(Work instructions) What is wanted is the line holding "wrist: (202, 349)" and every later line through the end of the entries, set down exactly.

= = = =

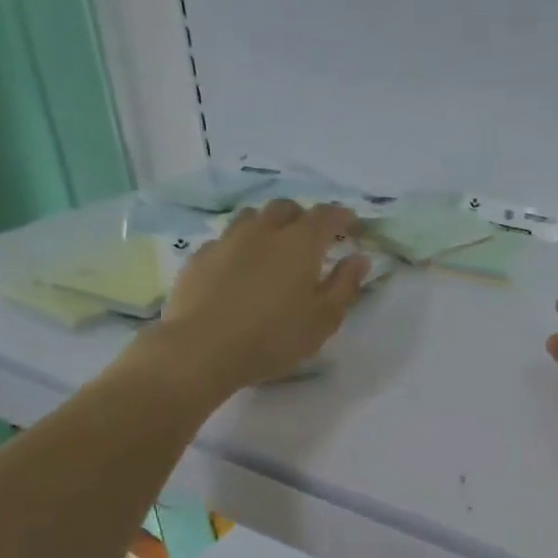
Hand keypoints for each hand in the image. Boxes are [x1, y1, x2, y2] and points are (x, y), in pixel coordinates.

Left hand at [143, 199, 370, 399]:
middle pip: (286, 208)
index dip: (343, 217)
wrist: (202, 349)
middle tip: (312, 241)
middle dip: (303, 218)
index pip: (327, 215)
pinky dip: (239, 247)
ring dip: (268, 226)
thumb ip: (345, 285)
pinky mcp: (199, 257)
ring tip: (273, 251)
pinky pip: (225, 240)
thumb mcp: (324, 320)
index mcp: (300, 243)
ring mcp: (227, 240)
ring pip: (252, 217)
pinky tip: (239, 271)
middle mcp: (264, 230)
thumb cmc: (274, 337)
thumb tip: (358, 258)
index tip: (352, 228)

= = = =

(Answer space)
wrist: (202, 349)
middle tip: (312, 241)
middle dip: (303, 218)
index pip: (327, 215)
pinky dip: (239, 247)
ring dip: (268, 226)
thumb ip: (345, 285)
pinky mcp: (199, 257)
ring tip: (273, 251)
pinky pip: (225, 240)
thumb mcp: (324, 320)
index mcp: (300, 243)
ring mcp: (227, 240)
ring pip: (252, 217)
pinky tip: (239, 271)
middle mcp: (264, 230)
thumb cmc: (274, 337)
thumb tip: (358, 258)
index tip: (352, 228)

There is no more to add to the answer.